━━ Data provided

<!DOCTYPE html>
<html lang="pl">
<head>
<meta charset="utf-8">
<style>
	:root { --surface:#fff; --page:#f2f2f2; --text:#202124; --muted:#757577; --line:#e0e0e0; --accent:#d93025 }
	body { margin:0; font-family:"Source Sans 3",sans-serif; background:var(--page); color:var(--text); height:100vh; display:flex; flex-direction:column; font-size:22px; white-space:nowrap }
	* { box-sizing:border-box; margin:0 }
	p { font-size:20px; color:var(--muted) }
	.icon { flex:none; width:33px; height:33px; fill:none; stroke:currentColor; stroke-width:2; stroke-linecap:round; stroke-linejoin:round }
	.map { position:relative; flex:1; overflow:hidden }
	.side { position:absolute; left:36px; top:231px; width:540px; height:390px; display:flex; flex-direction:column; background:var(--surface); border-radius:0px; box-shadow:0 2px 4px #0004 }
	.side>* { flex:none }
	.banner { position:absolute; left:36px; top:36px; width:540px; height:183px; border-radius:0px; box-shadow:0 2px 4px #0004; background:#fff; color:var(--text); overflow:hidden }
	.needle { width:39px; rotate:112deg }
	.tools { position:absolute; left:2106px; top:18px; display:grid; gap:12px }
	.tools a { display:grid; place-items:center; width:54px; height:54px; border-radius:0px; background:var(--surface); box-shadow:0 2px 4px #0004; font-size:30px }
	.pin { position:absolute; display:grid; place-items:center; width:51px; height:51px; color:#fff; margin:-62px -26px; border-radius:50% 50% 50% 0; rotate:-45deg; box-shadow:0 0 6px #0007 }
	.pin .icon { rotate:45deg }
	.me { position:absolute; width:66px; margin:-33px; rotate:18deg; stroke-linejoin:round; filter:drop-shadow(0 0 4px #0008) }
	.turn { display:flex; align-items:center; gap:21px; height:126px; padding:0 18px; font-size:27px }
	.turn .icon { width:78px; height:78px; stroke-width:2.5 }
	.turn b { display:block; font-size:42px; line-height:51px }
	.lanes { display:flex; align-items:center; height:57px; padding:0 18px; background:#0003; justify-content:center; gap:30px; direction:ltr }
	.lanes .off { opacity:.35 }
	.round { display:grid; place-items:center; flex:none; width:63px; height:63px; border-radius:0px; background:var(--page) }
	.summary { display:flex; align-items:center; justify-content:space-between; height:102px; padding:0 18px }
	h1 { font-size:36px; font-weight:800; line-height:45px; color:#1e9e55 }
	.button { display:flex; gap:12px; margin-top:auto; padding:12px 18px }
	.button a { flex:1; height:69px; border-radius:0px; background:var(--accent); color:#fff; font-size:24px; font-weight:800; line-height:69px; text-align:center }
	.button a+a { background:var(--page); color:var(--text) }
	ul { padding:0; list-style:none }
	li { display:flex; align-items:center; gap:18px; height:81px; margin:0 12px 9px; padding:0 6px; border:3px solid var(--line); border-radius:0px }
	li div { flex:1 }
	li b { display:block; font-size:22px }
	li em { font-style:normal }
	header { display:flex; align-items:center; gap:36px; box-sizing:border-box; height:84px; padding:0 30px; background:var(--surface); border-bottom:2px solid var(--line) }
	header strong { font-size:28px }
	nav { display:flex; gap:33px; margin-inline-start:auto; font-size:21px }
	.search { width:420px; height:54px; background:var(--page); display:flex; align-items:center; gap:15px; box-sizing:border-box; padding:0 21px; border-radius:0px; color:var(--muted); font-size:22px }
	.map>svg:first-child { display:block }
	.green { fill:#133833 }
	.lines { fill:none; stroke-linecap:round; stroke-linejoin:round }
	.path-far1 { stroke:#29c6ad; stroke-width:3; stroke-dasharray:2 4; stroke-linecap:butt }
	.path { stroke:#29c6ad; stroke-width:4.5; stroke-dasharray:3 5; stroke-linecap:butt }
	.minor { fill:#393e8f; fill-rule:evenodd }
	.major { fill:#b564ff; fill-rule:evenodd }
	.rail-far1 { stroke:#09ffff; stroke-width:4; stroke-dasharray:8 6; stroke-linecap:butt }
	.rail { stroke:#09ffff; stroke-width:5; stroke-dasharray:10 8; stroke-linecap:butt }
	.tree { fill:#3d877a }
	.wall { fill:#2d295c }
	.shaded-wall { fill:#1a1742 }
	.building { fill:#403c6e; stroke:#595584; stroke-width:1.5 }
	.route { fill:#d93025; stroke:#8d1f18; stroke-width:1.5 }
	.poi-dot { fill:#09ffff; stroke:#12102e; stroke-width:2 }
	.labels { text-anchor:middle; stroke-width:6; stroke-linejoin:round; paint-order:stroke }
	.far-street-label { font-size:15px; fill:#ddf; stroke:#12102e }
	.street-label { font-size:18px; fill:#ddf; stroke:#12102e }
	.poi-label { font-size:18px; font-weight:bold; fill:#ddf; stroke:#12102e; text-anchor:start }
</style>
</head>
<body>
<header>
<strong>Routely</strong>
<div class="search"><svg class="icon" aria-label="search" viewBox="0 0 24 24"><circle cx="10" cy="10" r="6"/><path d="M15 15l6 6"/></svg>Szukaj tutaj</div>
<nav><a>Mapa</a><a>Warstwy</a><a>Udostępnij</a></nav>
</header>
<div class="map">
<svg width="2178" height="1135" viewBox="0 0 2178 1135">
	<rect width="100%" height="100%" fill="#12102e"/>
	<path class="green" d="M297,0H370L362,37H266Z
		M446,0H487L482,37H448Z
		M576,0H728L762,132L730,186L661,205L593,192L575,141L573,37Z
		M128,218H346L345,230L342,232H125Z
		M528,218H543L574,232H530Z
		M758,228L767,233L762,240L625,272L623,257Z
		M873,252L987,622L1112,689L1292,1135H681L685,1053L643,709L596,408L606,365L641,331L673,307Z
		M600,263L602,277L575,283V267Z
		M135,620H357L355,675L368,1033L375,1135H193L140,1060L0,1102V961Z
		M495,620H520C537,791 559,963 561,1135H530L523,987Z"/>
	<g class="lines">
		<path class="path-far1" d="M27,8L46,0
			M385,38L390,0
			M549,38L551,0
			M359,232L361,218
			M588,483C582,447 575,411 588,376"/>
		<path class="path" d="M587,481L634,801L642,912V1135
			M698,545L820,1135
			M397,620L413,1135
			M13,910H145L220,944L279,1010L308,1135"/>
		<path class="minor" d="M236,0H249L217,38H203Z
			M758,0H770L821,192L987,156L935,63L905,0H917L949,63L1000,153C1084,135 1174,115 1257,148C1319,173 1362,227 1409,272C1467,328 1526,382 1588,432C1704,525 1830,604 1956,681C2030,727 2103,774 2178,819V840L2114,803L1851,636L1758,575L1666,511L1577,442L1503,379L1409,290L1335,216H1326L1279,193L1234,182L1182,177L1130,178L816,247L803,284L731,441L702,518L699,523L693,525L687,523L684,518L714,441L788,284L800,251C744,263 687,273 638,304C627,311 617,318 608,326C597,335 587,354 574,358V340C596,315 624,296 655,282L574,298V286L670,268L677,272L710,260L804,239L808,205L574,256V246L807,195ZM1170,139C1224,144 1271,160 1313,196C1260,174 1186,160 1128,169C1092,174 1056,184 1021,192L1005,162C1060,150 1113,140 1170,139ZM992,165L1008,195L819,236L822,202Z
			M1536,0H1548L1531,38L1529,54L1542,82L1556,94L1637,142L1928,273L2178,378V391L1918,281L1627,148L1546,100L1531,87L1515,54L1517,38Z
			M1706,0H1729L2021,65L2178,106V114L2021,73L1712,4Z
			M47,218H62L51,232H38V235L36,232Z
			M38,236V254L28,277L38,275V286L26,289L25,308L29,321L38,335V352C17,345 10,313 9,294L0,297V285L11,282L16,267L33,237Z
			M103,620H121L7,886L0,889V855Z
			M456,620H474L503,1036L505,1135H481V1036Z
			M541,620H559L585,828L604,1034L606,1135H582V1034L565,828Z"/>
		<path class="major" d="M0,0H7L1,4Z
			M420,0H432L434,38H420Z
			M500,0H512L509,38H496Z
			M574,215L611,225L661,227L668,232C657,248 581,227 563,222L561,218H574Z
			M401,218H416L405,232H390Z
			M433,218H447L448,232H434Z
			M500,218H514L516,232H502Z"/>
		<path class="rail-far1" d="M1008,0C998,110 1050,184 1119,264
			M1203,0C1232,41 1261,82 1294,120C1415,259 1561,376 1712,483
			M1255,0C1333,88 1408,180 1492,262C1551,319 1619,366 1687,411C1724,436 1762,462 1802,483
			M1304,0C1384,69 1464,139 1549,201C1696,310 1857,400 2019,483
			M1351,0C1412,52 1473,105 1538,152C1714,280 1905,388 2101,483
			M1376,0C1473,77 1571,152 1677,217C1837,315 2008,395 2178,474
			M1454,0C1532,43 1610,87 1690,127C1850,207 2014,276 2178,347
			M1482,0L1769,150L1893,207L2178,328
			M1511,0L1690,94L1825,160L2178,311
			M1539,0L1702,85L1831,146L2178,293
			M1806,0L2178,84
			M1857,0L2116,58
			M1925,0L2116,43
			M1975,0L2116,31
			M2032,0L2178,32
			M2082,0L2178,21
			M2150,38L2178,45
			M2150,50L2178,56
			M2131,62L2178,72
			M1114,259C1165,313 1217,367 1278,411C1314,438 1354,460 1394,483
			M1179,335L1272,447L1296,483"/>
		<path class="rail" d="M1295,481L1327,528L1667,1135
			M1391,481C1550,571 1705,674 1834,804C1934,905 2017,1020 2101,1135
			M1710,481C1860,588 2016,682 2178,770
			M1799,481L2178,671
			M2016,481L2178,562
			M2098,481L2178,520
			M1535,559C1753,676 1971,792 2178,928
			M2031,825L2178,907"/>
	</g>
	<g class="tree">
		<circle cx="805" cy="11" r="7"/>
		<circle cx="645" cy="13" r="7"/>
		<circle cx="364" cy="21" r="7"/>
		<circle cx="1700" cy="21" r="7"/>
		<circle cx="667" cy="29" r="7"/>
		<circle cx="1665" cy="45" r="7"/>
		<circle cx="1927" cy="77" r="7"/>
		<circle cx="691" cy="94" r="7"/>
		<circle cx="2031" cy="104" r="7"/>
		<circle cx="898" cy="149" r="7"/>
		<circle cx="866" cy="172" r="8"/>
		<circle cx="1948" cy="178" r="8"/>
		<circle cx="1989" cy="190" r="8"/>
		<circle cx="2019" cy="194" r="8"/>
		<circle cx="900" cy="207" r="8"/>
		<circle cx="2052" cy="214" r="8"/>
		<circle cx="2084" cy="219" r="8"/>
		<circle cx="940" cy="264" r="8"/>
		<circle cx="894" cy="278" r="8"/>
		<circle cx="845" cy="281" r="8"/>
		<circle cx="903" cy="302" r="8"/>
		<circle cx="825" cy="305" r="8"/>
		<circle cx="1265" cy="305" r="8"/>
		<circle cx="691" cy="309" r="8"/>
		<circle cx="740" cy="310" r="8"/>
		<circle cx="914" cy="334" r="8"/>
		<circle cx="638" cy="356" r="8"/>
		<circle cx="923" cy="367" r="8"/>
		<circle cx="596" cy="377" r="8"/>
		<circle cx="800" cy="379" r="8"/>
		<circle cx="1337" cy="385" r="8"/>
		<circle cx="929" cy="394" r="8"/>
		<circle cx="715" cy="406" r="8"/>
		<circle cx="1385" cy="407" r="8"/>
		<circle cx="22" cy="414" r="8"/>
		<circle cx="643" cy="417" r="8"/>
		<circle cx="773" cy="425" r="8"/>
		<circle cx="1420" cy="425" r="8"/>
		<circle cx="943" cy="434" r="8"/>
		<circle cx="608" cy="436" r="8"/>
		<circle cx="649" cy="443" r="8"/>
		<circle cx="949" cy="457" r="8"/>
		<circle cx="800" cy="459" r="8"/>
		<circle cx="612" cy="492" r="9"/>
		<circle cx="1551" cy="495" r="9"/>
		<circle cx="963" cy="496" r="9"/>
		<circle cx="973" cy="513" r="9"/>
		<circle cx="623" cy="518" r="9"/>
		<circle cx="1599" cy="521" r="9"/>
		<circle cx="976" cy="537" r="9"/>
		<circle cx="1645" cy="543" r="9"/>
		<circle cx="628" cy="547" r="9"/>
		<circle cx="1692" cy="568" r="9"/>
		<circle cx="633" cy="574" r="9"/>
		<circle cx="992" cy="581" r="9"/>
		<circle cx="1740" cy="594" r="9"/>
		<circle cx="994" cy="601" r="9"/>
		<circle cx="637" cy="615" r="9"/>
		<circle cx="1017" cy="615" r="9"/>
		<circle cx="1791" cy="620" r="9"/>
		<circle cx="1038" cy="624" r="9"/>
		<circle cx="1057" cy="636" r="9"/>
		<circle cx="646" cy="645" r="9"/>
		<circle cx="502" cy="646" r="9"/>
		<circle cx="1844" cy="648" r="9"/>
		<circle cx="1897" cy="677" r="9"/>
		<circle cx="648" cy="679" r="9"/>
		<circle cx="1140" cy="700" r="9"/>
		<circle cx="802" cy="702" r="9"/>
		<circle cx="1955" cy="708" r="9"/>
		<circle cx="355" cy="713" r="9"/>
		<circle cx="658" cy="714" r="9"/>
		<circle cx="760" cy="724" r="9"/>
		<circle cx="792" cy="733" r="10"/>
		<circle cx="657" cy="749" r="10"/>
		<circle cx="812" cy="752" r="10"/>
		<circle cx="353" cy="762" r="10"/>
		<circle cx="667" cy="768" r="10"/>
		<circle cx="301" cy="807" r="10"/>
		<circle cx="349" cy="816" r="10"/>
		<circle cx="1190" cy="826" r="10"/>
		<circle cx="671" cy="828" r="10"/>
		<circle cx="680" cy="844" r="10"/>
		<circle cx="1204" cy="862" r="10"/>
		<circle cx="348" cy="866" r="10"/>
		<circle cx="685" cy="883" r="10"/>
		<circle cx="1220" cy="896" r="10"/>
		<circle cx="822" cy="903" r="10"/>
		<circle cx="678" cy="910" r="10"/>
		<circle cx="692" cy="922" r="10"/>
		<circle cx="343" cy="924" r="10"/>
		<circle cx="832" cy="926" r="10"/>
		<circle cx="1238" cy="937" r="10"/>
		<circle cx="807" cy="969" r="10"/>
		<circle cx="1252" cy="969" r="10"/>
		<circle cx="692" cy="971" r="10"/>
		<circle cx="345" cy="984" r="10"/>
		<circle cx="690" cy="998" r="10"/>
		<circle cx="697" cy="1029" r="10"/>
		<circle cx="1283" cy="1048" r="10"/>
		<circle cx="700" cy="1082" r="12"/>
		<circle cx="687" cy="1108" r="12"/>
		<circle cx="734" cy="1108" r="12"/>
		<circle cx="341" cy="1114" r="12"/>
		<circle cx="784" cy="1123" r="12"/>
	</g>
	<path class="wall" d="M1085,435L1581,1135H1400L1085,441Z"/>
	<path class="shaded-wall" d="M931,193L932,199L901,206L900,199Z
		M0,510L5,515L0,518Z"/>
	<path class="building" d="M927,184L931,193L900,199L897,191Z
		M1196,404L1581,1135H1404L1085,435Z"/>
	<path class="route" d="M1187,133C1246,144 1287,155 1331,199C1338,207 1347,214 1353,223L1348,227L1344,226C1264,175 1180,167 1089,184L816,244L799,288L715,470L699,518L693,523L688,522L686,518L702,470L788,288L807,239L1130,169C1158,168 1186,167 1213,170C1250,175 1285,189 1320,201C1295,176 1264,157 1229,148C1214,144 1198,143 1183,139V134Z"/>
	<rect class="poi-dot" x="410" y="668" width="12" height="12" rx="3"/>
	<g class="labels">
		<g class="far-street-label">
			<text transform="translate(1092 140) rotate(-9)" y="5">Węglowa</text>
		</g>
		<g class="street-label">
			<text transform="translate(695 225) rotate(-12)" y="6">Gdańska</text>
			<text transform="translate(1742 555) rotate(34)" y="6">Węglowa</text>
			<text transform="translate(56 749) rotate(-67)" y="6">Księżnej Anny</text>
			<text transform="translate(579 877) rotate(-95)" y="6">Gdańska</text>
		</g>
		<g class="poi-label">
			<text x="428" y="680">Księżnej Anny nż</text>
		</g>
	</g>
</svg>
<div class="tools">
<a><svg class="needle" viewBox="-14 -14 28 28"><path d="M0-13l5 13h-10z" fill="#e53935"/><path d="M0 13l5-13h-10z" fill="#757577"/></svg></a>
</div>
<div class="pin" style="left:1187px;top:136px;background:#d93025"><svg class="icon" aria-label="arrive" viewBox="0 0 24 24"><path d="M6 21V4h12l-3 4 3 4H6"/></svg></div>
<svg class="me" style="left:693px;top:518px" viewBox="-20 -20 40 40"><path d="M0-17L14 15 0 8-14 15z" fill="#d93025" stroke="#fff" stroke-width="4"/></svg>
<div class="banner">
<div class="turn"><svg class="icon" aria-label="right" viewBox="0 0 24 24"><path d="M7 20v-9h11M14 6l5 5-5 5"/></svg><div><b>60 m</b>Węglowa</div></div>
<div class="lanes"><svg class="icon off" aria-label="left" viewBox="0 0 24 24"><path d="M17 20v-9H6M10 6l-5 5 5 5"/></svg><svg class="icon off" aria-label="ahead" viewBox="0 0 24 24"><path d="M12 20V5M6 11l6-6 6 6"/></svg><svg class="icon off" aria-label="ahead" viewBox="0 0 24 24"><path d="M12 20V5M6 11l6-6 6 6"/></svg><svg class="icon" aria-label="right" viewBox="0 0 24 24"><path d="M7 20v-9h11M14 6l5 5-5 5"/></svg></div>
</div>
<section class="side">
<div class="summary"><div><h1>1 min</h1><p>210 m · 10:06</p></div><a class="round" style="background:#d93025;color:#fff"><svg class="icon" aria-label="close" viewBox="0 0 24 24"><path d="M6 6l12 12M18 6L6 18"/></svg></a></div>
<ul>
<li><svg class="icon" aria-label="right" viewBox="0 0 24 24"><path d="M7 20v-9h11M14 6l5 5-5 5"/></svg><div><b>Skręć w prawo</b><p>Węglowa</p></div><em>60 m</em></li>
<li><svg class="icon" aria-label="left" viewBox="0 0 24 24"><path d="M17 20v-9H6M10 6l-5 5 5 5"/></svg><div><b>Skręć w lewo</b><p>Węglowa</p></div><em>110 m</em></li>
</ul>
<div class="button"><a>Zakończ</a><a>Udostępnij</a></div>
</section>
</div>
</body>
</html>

━━━━

Restate word for word the entries above from the line with "fill:#403c6e; stroke:#595584; stroke-width:1.5" through the line with "text-anchor:middle; stroke-width:6; stroke-linejoin:round;", inclusive, leaving out everything else.

	.building { fill:#403c6e; stroke:#595584; stroke-width:1.5 }
	.route { fill:#d93025; stroke:#8d1f18; stroke-width:1.5 }
	.poi-dot { fill:#09ffff; stroke:#12102e; stroke-width:2 }
	.labels { text-anchor:middle; stroke-width:6; stroke-linejoin:round; paint-order:stroke }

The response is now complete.